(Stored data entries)
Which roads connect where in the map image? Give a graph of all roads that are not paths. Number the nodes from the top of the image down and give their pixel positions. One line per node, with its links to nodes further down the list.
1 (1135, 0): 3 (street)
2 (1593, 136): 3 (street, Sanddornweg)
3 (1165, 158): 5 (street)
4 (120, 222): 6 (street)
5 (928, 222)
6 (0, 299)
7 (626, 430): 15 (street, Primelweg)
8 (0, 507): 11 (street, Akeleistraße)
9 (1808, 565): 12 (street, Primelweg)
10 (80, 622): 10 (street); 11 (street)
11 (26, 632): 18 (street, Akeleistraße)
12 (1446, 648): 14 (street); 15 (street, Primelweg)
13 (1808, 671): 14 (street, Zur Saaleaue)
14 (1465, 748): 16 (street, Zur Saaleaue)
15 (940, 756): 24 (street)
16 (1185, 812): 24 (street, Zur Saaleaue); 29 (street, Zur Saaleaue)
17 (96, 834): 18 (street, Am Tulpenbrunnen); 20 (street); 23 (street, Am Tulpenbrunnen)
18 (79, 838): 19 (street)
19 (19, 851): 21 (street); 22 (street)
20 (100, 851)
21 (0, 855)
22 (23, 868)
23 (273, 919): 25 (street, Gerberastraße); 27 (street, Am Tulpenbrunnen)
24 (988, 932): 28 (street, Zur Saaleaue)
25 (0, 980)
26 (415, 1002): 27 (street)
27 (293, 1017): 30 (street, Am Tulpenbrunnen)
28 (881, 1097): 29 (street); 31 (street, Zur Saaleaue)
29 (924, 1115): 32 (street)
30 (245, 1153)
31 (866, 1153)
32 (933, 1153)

**WORK ITEM:** Repeat every record, exactly as written.

**ANSWER TO THIS EXERCISE:**
Which roads connect where in the map image? Give a graph of all roads that are not paths. Number the nodes from the top of the image down and give their pixel positions. One line per node, with its links to nodes further down the list.
1 (1135, 0): 3 (street)
2 (1593, 136): 3 (street, Sanddornweg)
3 (1165, 158): 5 (street)
4 (120, 222): 6 (street)
5 (928, 222)
6 (0, 299)
7 (626, 430): 15 (street, Primelweg)
8 (0, 507): 11 (street, Akeleistraße)
9 (1808, 565): 12 (street, Primelweg)
10 (80, 622): 10 (street); 11 (street)
11 (26, 632): 18 (street, Akeleistraße)
12 (1446, 648): 14 (street); 15 (street, Primelweg)
13 (1808, 671): 14 (street, Zur Saaleaue)
14 (1465, 748): 16 (street, Zur Saaleaue)
15 (940, 756): 24 (street)
16 (1185, 812): 24 (street, Zur Saaleaue); 29 (street, Zur Saaleaue)
17 (96, 834): 18 (street, Am Tulpenbrunnen); 20 (street); 23 (street, Am Tulpenbrunnen)
18 (79, 838): 19 (street)
19 (19, 851): 21 (street); 22 (street)
20 (100, 851)
21 (0, 855)
22 (23, 868)
23 (273, 919): 25 (street, Gerberastraße); 27 (street, Am Tulpenbrunnen)
24 (988, 932): 28 (street, Zur Saaleaue)
25 (0, 980)
26 (415, 1002): 27 (street)
27 (293, 1017): 30 (street, Am Tulpenbrunnen)
28 (881, 1097): 29 (street); 31 (street, Zur Saaleaue)
29 (924, 1115): 32 (street)
30 (245, 1153)
31 (866, 1153)
32 (933, 1153)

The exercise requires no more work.